Le journal a conclu un accord avec 8 organisations, représentant selon elles près de 95.000 descendants du Prophète dans 8 pays (Egypte, Libye, Qatar, Jordanie, Arabie saoudite, Liban, territoires palestiniens, Australie), où il dit regretter d'avoir blessé la foi des musulmans.

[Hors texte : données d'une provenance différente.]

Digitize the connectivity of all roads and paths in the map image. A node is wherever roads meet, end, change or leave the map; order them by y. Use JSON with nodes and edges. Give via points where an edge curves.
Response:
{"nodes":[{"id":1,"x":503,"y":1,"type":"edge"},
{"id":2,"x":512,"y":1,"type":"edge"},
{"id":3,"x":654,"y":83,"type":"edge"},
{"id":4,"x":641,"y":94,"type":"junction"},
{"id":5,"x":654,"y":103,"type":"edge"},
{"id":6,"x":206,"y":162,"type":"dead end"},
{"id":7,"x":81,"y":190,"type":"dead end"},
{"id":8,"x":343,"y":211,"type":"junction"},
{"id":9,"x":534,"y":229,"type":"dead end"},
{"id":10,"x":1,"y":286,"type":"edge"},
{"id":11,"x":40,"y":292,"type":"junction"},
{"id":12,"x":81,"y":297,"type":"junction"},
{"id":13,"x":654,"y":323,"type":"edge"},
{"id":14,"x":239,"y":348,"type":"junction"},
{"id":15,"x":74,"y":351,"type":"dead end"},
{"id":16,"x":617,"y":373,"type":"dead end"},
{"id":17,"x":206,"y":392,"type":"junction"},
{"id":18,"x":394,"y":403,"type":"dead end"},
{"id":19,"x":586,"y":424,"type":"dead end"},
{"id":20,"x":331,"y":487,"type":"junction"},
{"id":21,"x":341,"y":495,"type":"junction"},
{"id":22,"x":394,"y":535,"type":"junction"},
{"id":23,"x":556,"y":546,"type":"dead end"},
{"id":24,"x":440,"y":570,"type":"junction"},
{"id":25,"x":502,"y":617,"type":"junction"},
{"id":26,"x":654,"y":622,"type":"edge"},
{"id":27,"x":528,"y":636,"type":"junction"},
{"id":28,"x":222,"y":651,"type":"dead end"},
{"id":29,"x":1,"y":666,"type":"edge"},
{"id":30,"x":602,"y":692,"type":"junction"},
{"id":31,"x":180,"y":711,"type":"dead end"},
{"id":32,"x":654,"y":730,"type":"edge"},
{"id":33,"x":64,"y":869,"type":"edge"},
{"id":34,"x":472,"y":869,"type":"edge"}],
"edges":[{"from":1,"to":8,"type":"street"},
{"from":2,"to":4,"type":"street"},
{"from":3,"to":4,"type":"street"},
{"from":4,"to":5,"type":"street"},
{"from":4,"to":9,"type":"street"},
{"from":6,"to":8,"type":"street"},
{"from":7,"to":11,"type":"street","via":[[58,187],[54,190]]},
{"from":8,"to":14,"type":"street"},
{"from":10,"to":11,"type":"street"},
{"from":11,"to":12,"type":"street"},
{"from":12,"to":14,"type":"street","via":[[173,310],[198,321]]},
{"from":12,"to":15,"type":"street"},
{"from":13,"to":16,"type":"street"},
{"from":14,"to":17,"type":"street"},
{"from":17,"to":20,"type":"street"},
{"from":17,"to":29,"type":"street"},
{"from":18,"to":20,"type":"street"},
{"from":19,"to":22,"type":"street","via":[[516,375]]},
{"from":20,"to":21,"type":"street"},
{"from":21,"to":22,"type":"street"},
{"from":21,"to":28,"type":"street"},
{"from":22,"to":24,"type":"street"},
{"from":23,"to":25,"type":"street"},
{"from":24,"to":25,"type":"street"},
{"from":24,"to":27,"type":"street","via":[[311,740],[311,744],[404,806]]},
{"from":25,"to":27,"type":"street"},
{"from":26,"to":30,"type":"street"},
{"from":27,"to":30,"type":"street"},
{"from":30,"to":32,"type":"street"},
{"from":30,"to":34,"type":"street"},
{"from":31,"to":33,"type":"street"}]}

Cet accord stipule néanmoins que le quotidien ne renonce pas au droit de publier à nouveau ces caricatures, souligne Politiken.
Critiques
Le rédacteur en chef du quotidien de centre-gauche s'est «félicité» du compromis obtenu. «Nous déplorons l'offense faite aux musulmans même si ce n'était pas notre intention», a déclaré Toeger Seindenfaden.
Ce compromis a cependant suscité une vive condamnation d'une grande partie du milieu politique danois, qui accuse Politiken d'avoir cédé et sacrifié la liberté d'expression, considérée comme la pierre angulaire de la démocratie danoise.
Silence
Il a été dénoncé par d'autres grands quotidiens danois, comme Jyllands-Posten et Berlingske Tidende, qui ont affirmé par ailleurs qu'ils ne republieront pas les caricatures. Le Premier ministre danois, Lars Loekke Rasmussen, a pour sa part refusé de «s'immiscer dans les dispositions» de Politiken, au nom de «la liberté d'expression et de la presse et du respect des décisions rédactionnelles des médias».